Hubungan dengan Ratih yang diwarnai drama putus nyambung pun ada campur tangan Renata di sana.
Renata masuk ke ruangannya, mulai tenggelam dalam pekerjaannya. Sekitar satu jam kemudian interkomnya berbunyi, panggilan dari Andra.
Renata masuk ruangan Andra, mengangguk pada Ratih yang sedang duduk di sofa, lalu memusatkan perhatian pada Andra siap menerima instruksi dari atasannya.
Andra menyelesaikan beberapa pekerjaan, lalu mulai berbicara pada sekretarisnya.
“Aku sudah bicara banyak dengan orang tuaku. Aku juga sudah membawa Ratih menemui mereka. Terima kasih atas bantuanmu meyakinkan mereka. Dua hari lagi kami bermaksud datang menemui orang tua Ratih untuk melamar. Aku minta tolong siapkan segala keperluan lamaran. Segala buah tangan yang akan dibawa. Kurasa kamu lebih tahu harus memesan dimana semua itu,” kata Andra.
“Baik,” jawab Renata singkat.
“Oya, setelah lamaran, pernikahan akan dilakukan secepatnya. Cincin kawin akan kami pesan sendiri. Tolong pesan satu set perhiasan untuk seserahan. Lebih baik dipesan dari sekarang karena mungkin akan butuh waktu lama untuk menyiapkannya. Untuk urusan baju pengantin tolong temani Ratih untuk memesan ke butik. Juga hubungi WO dan semua hal berkaitan dengan pernikahan. Untuk tanggal pelaksanaan akan kuberi tahu setelah lamaran. “
“Baik,” jawab Renata lagi.
Setelah dirasanya Andra tidak ingin mengatakan apa-apa lagi, Renata berlalu dari ruangan itu.

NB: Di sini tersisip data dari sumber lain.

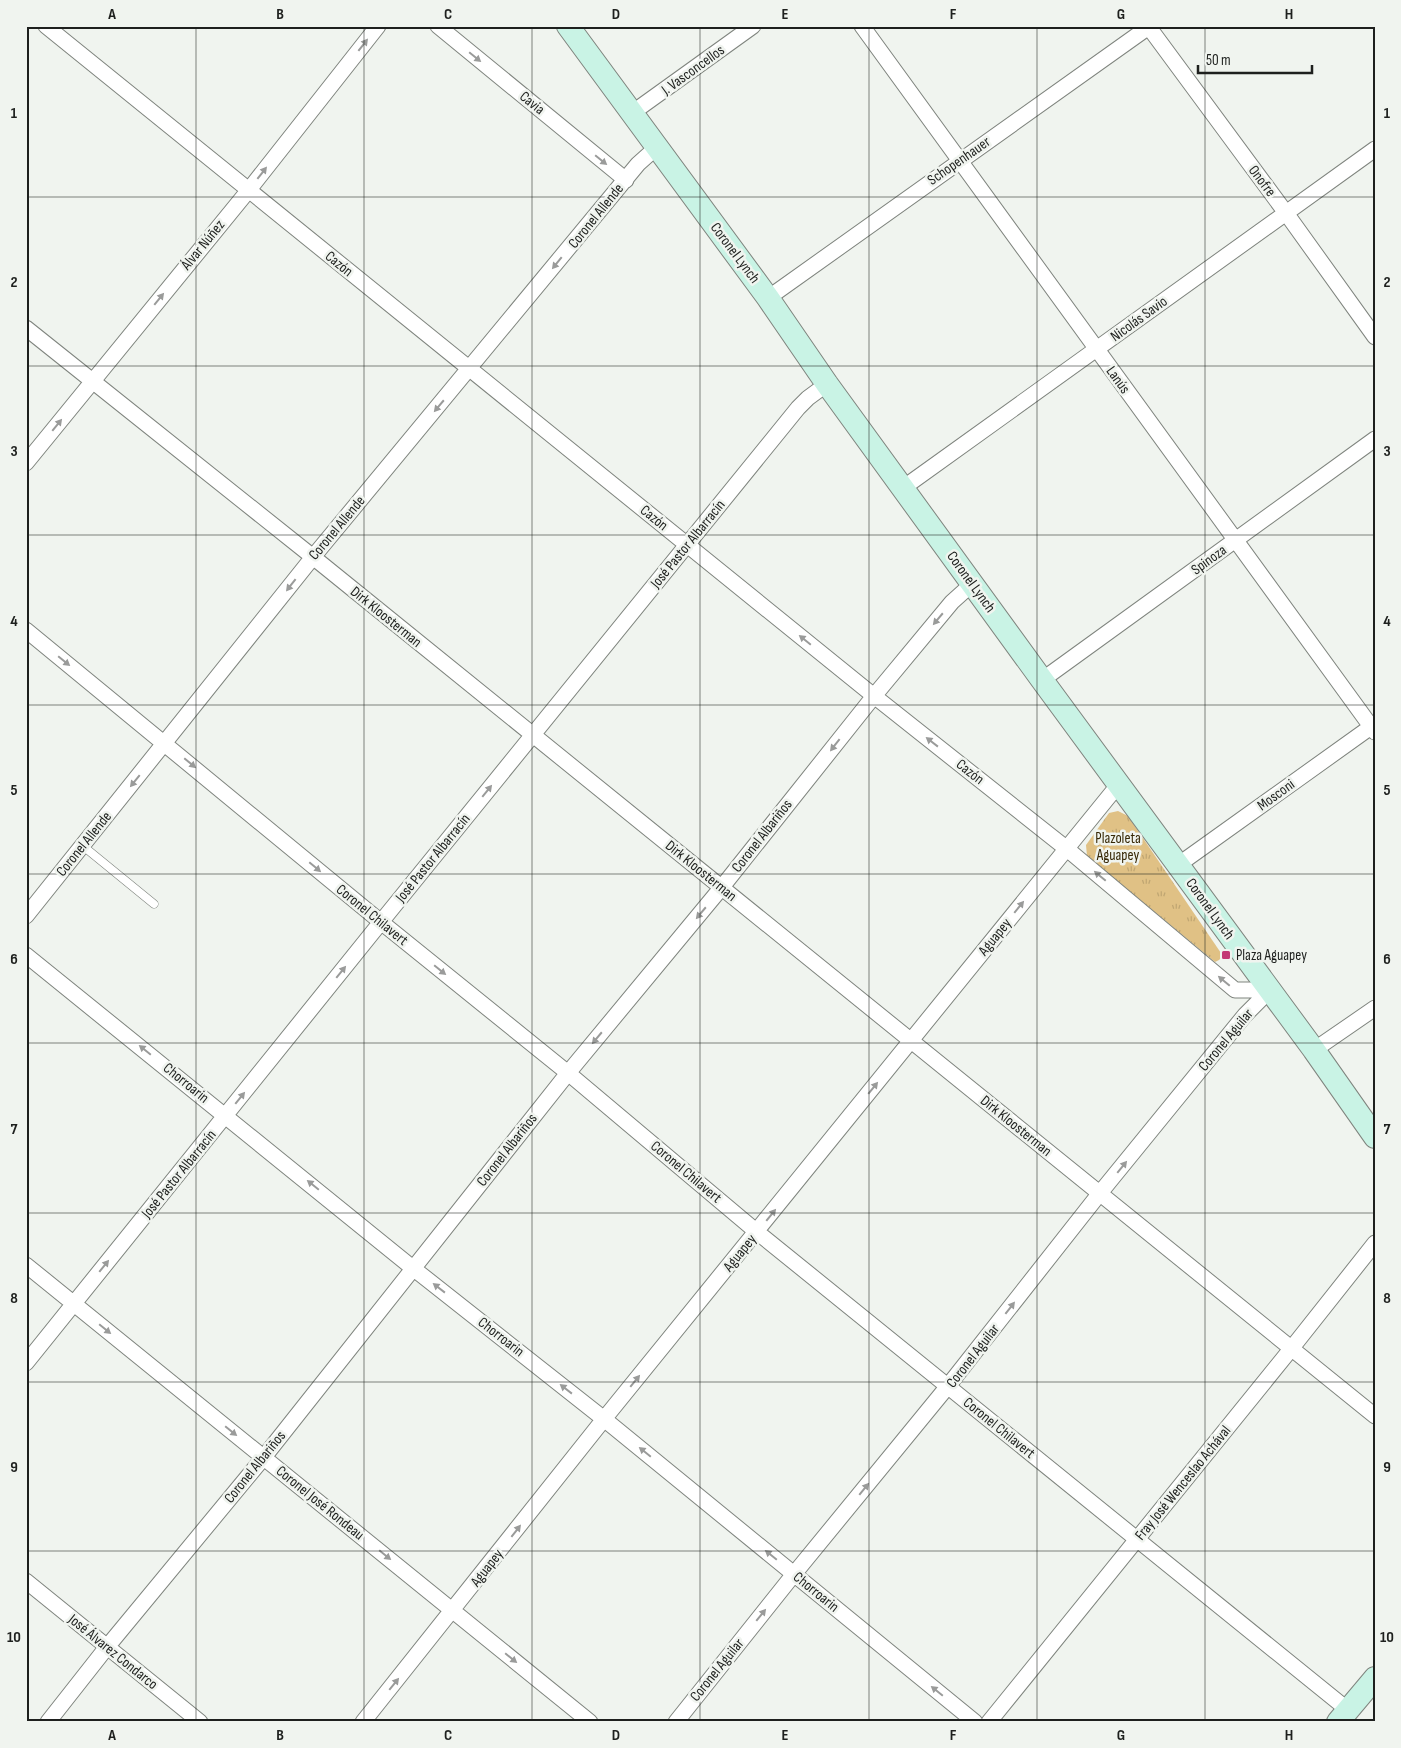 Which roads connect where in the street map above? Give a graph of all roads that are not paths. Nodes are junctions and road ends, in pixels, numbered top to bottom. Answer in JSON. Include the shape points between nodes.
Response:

Ia diam di ruangannya. Ia merasa hatinya sungguh sakit. Ia merasa hampir tak bisa bernafas. Tapi dikuatkannya hatinya sendiri. Ini keputusannya sendiri untuk melepaskan Andra demi kebahagiaan pria yang dicintainya. Ia harus kuat. Ia hanya tidak menyangka akan sesakit ini untuk melepaskan.
KAMU SEDANG MEMBACA
LUKA
FanfictionSeumur hidupku, aku hanya mengenal luka. Luka karena tidak diinginkan, luka karena diabaikan. Luka pertama ditorehkan oleh orang terdekatku, ayah dan bundaku....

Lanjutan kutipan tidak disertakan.